Google Antigravity teamwork-preview used 93 subagents, 15,314 model calls, and 2.6B+ tokens to build an OS demo. The useful signal is the cost model.

Antigravity Ran 93 Agents and Put a Price Tag on OS Demos
AI 요약
  • What happened: Google Research put Antigravity 2.0 /teamwork-preview back in view as a long-running coding-agent case study after I/O 2026.
    • The official Antigravity write-up says its OS experiment used 93 subagents, 15,314 model calls, 2.6B+ tokens, and $916.92 at API pricing.
  • Why it matters: the coding-agent benchmark is shifting from single-model code quality toward orchestration, auditability, restart behavior, and cost tracking.
    • Google split the work across Sentinel, Orchestrator, Worker, Reviewer, Critic, and Auditor roles, including mechanisms to catch stuck processes and hardcoded mock output.
  • Watch: the result could boot FreeDoom, but Google says it is not a modern OS, and the preview is limited to Google AI Ultra users on a $200 monthly plan.

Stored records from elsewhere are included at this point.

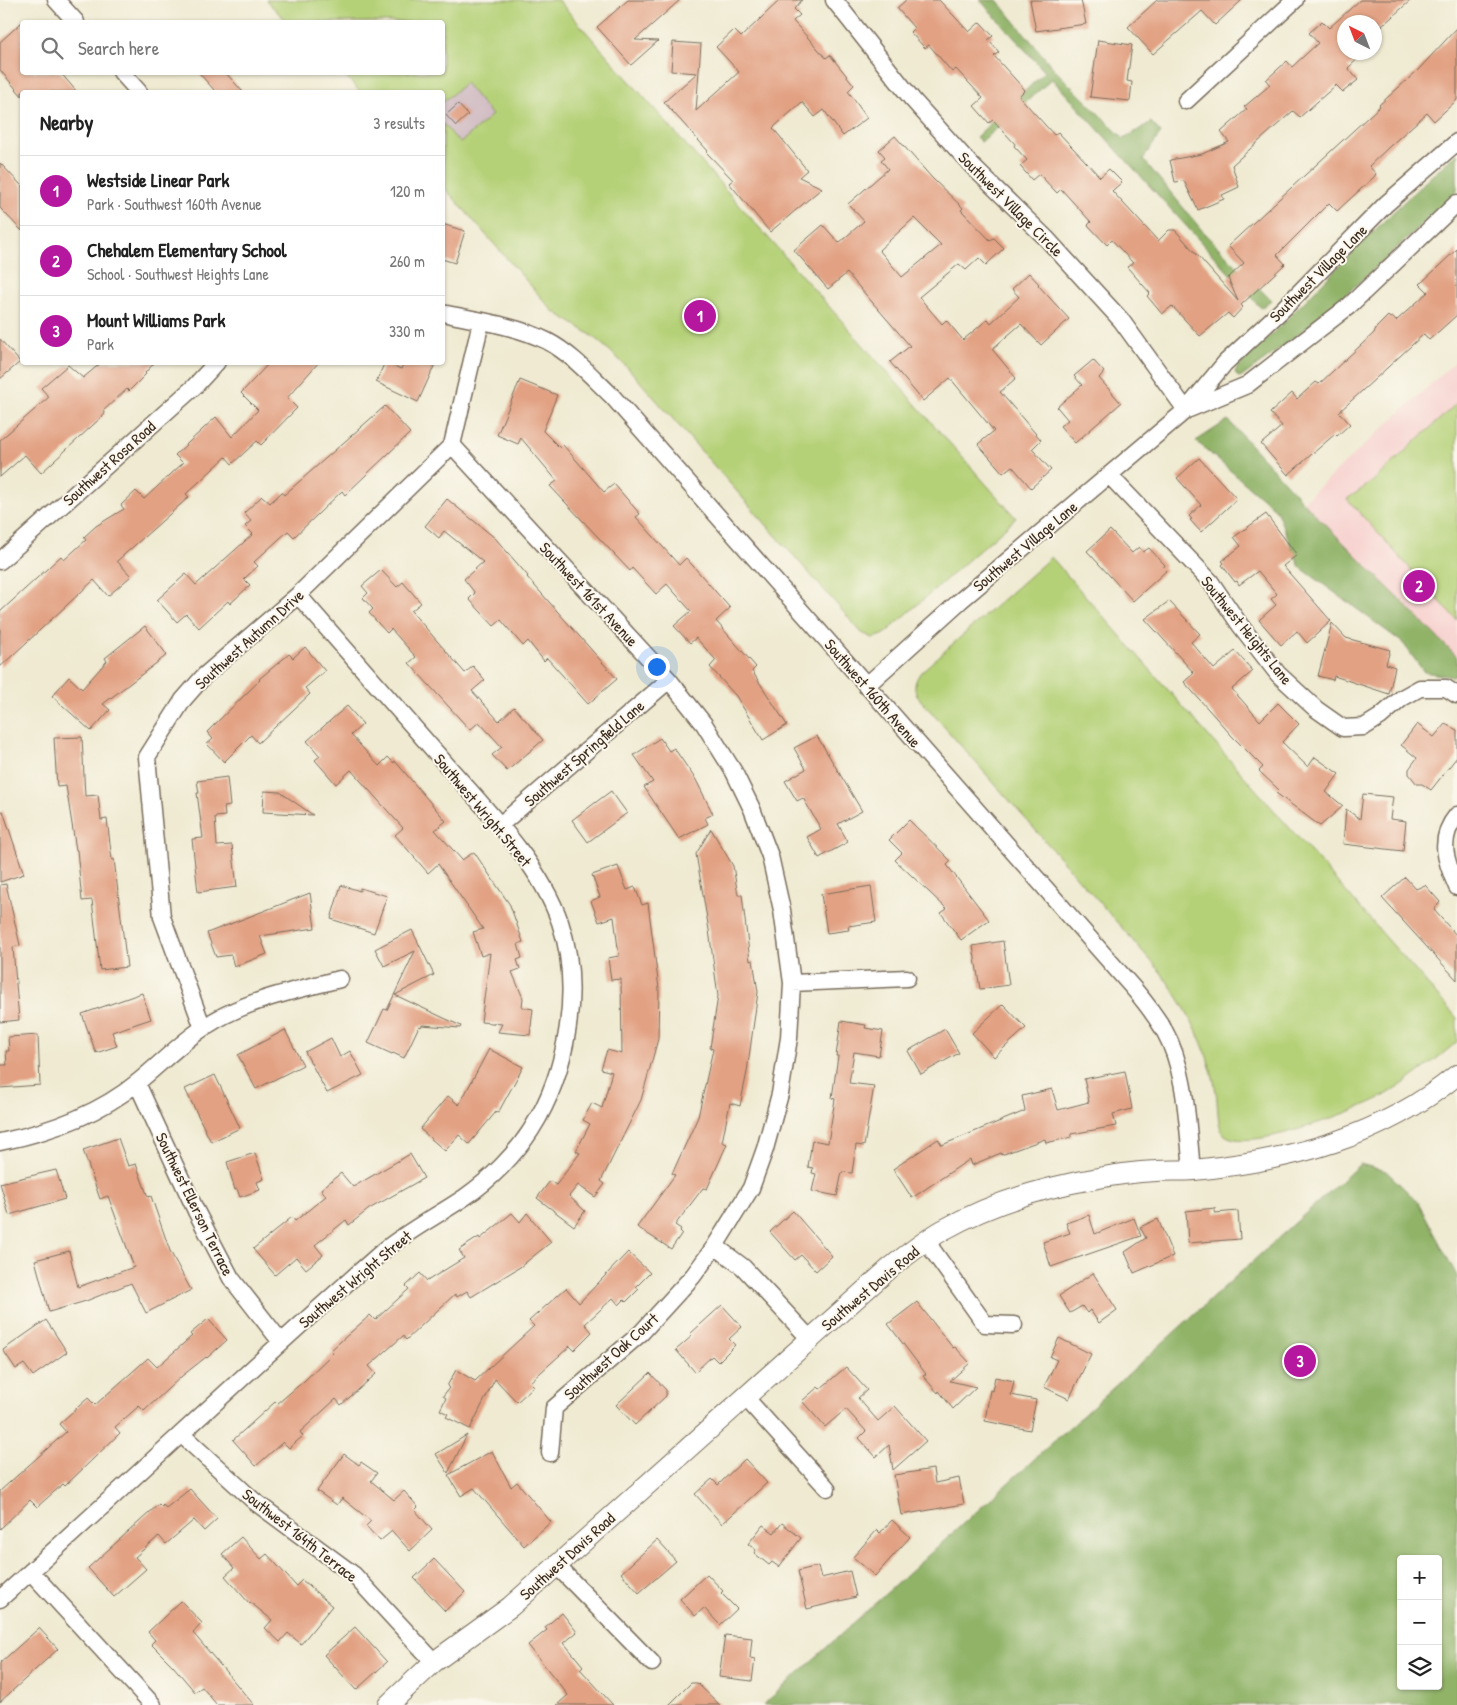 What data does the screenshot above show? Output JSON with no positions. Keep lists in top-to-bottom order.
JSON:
{
  "streets": {
    "street": [
      "Southwest Village Circle",
      "Southwest Village Lane",
      "Southwest Rosa Road",
      "Southwest 161st Avenue",
      "Southwest Heights Lane",
      "Southwest Autumn Drive",
      "Southwest 160th Avenue",
      "Southwest Springfield Lane",
      "Southwest Wright Street",
      "Southwest Ellerson Terrace",
      "Southwest Davis Road",
      "Southwest Oak Court",
      "Southwest 164th Terrace"
    ]
  },
  "crossings": [
    ["Southwest Village Circle", "Southwest Village Lane"],
    ["Southwest Village Lane", "Southwest Heights Lane"],
    ["Southwest Village Lane", "Southwest 160th Avenue"],
    ["Southwest 161st Avenue", "Southwest Autumn Drive"],
    ["Southwest 161st Avenue", "Southwest Springfield Lane"],
    ["Southwest 161st Avenue", "Southwest Oak Court"],
    ["Southwest Autumn Drive", "Southwest Wright Street"],
    ["Southwest 160th Avenue", "Southwest Davis Road"],
    ["Southwest Springfield Lane", "Southwest Wright Street"],
    ["Southwest Wright Street", "Southwest Ellerson Terrace"],
    ["Southwest Wright Street", "Southwest 164th Terrace"],
    ["Southwest Davis Road", "Southwest 164th Terrace"]
  ],
  "north": "top left",
  "page": {
    "search": "Search here",
    "heading": ["Nearby", "3 results"],
    "list": [
      {
        "mark": "1",
        "name": "Westside Linear Park",
        "note": "Park · Southwest 160th Avenue",
        "value": "120 m"
      },
      {
        "mark": "2",
        "name": "Chehalem Elementary School",
        "note": "School · Southwest Heights Lane",
        "value": "260 m"
      },
      {
        "mark": "3",
        "name": "Mount Williams Park",
        "note": "Park",
        "value": "330 m"
      }
    ],
    "pins": ["1", "2", "3"],
    "map_buttons": ["+", "−"]
  }
}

Google Research used its May 28, 2026 I/O 2026 research recap to place Google Antigravity 2.0's /teamwork-preview inside the developer-productivity story. The I/O demo was easy to compress into a headline about an AI building an operating system. The more useful part is the operational record behind the demo: dozens of agents, a long local run, role handoffs, explicit approval, repeated checks, and a bill measured in billions of tokens.

The official Antigravity team post, "Google Antigravity Built an OS", gives the concrete numbers. The functional OS experiment used 93 subagents, 15,314 model calls, and 339 million input tokens. Once cache reads, output, and thinking tokens are included, Google says the total exceeded 2.6 billion tokens. The team calculated the run at $916.92 using API pricing. The headline should not be only "OS." It should be "93 roles, 2.6 billion tokens, and roughly a thousand dollars."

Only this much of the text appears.